A Year without Umbrellas

When time was young and we were residents of the Aberdeen housing projects, we had a perculiar year without umbrellas. The middle school was half a mile away and it mostly rained and sometimes without letup in winter, and today I walked an hour in the rain with a Lands End jacket and thermo underwear and nostalgic of those years which we were battered like economic particles in cyberspace. Then it was the early 60s where in more cosmopolitan places people already took drugs and prepared the British Invasion. That year, right before Kennedy was assassinated, my brother Hank and I went to Hopkin's Junior High by dashing in the rain. Hank my younger brother by two years was always two steps faster than I and since then, no one could ever catch up with Hank. Being soaking wet when I arrived to school, I stood by the heater until the final bell rang for class.

I remember the school intercom telling us to go home.
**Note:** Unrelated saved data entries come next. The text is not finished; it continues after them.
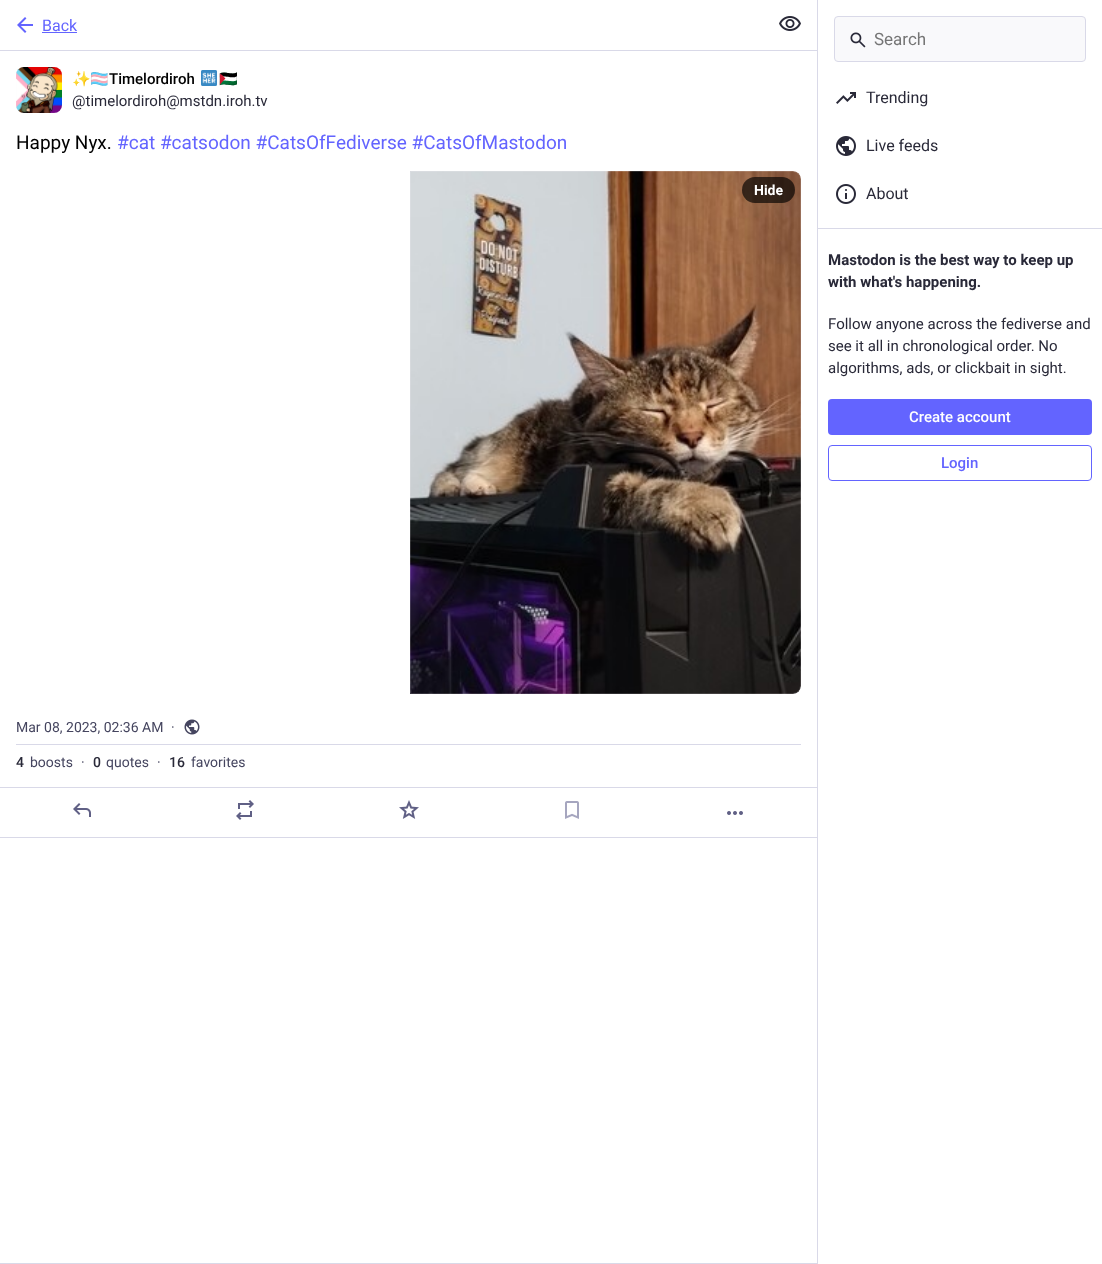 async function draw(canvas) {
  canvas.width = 1102
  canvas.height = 1264
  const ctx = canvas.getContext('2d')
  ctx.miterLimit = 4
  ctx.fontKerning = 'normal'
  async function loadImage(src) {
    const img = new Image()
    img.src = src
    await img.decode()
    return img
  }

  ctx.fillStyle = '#fff'
  ctx.fillRect(0, 0, 1102, 1264)
  ctx.fillStyle = '#d9d9e8'
  ctx.fillRect(0, 50, 817, 1)
  ctx.drawImage(await loadImage('image0.png'), 17, 17, 16, 16)
  ctx.font = '16px Roboto'
  ctx.fillStyle = '#6364ff'
  ctx.fillText('Back', 42, 31)
  ctx.fillRect(42, 32, 35, 1)
  ctx.drawImage(await loadImage('image1.png'), 779, 16, 22, 15)
  ctx.fillStyle = '#d9d9e8'
  ctx.fillRect(0, 1263, 817, 1)
  ctx.fillStyle = '#e8e6f0'
  ctx.beginPath()
  ctx.roundRect(16, 67, 46, 46, 8)
  ctx.fill()
  ctx.drawImage(await loadImage('image2.png'), 16, 67, 46, 46)
  ctx.font = '15px Noto Color Emoji'
  ctx.fillStyle = '#000'
  ctx.fillText('✨🏳️‍⚧️', 72, 84)
  ctx.font = '500 15px Roboto'
  ctx.fillText('Timelordiroh', 109, 84)
  ctx.drawImage(await loadImage('image3.png'), 201, 70, 16, 16)
  ctx.font = '15px Noto Color Emoji'
  ctx.fillText('🇵🇸', 219, 84)
  ctx.font = '15px Roboto'
  ctx.fillStyle = '#292938'
  ctx.fillText('@timelordiroh@mstdn.iroh.tv', 72, 106)
  ctx.font = '19px Roboto'
  ctx.fillStyle = '#000'
  ctx.fillText('Happy Nyx.', 16, 149)
  ctx.fillStyle = '#6364ff'
  ctx.fillText('#cat #catsodon #CatsOfFediverse #CatsOfMastodon', 117, 149)
  ctx.drawImage(await loadImage('image4.png'), 410, 171, 391, 523)
  ctx.beginPath()
  ctx.roundRect(410.5, 171.5, 390, 522, [0, 7.5, 7.5, 0])
  ctx.strokeStyle = '#fcf8ff26'
  ctx.stroke()
  ctx.fillStyle = '#000000a6'
  ctx.beginPath()
  ctx.roundRect(742, 177, 53, 26, 13)
  ctx.fill()
  ctx.font = 'bold 14px Roboto'
  ctx.fillStyle = '#fff'
  ctx.fillText('Hide', 754, 195)
  ctx.fillStyle = '#d9d9e8'
  ctx.fillRect(16, 744, 785, 1)
  ctx.font = '14px Roboto'
  ctx.fillStyle = '#45455f'
  ctx.fillText('Mar 08, 2023, 02:36 AM', 16, 732)
  ctx.fillText('·', 171, 732)
  ctx.drawImage(await loadImage('image5.png'), 184, 719, 16, 16)
  ctx.font = '500 14px Roboto'
  ctx.fillStyle = '#292938'
  ctx.fillText('4', 16, 767)
  ctx.font = '14px Roboto'
  ctx.fillStyle = '#45455f'
  ctx.fillText('boosts', 30, 767)
  ctx.fillText('·', 81, 767)
  ctx.font = '500 14px Roboto'
  ctx.fillStyle = '#292938'
  ctx.fillText('0', 93, 767)
  ctx.font = '14px Roboto'
  ctx.fillStyle = '#45455f'
  ctx.fillText('quotes', 106, 767)
  ctx.fillText('·', 157, 767)
  ctx.font = '500 14px Roboto'
  ctx.fillStyle = '#292938'
  ctx.fillText('16', 169, 767)
  ctx.font = '14px Roboto'
  ctx.fillStyle = '#45455f'
  ctx.fillText('favorites', 191, 767)
  ctx.fillStyle = '#d9d9e8'
  ctx.fillRect(0, 787, 817, 1)
  ctx.fillRect(0, 837, 817, 1)
  ctx.drawImage(await loadImage('image6.png'), 73, 803, 18, 14)
  ctx.drawImage(await loadImage('image7.png'), 236, 800, 18, 20)
  ctx.drawImage(await loadImage('image8.png'), 399, 800, 20, 19)
  ctx.drawImage(await loadImage('image9.png'), 565, 801, 14, 18)
  ctx.drawImage(await loadImage('image10.png'), 727, 811, 16, 4)
  ctx.fillRect(817, 0, 1, 1264)
  ctx.fillStyle = '#f9f9fb'
  ctx.beginPath()
  ctx.roundRect(834.5, 16.5, 251, 45, 3.5)
  ctx.fill()
  ctx.strokeStyle = '#d9d9e8'
  ctx.stroke()
  ctx.drawImage(await loadImage('image11.png'), 850, 32, 16, 16)
  ctx.font = '17px Roboto'
  ctx.fillStyle = '#757575'
  ctx.fillText('Search', 874, 45)
  ctx.drawImage(await loadImage('image12.png'), 836, 92, 20, 12)
  ctx.font = '16px Roboto'
  ctx.fillStyle = '#292938'
  ctx.fillText('Trending', 866, 103)
  ctx.drawImage(await loadImage('image13.png'), 836, 136, 20, 20)
  ctx.fillText('Live feeds', 866, 151)
  ctx.drawImage(await loadImage('image14.png'), 836, 184, 20, 20)
  ctx.fillText('About', 866, 199)
  ctx.fillStyle = '#d9d9e8'
  ctx.fillRect(818, 228, 284, 1)
  ctx.font = 'bold 15px Roboto'
  ctx.fillStyle = '#292938'
  ctx.fillText('Mastodon is the best way to keep up', 828, 265)
  ctx.fillText('with what\'s happening.', 828, 287)
  ctx.font = '15px Roboto'
  ctx.fillText('Follow anyone across the fediverse and', 828, 329)
  ctx.fillText('see it all in chronological order. No', 828, 351)
  ctx.fillText('algorithms, ads, or clickbait in sight.', 828, 373)
  ctx.fillStyle = '#6364ff'
  ctx.beginPath()
  ctx.roundRect(828, 399, 264, 36, 4)
  ctx.fill()
  ctx.font = '500 15px Roboto'
  ctx.fillStyle = '#fff'
  ctx.fillText('Create account', 909, 422)
  ctx.beginPath()
  ctx.roundRect(828.5, 445.5, 263, 35, 3.5)
  ctx.strokeStyle = '#6364ff'
  ctx.stroke()
  ctx.fillStyle = '#6364ff'
  ctx.fillText('Login', 941, 468)
}

draw(document.querySelector('canvas'))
Earlier that year or was it the previous year that we were told to go home as Cuba became a Missile Crisis. Now it is 2017 and North Korea is supposedly “the problem.” I have several jackets now and two umbrellas and two hats, one humorously labeled Police while the other Woodland Park Zoo. Hank is dead and so are quite a few people I knew and even shared tea or beers with. I have now over 400 books in my apartment and I even publish book for others.

Mama, I am so sorry I did not understand you have eight children to please and I always complained that my shirt was not in style.Hank and I had no umbrellas while the younger oness did. Hank never complained because he loved you. I thought I deserved a more affluent mother.

In my 35th year I won a literary prize in Bumbershoot. That is a Dutch word for umbrella. Still I did not appreciate you, mother, and even the day that you died, I still did not know life is too brief to say what we need to say. Today I walked in the rain over an hour without an umbrella, mother, but I did not feel melancholic, I feel nostalgia. When we had nothing, we had everything. Now I have so much, I value it less. You had me as a son.


I was slow to grow. What is literature when one doesn't even know that one has a mother.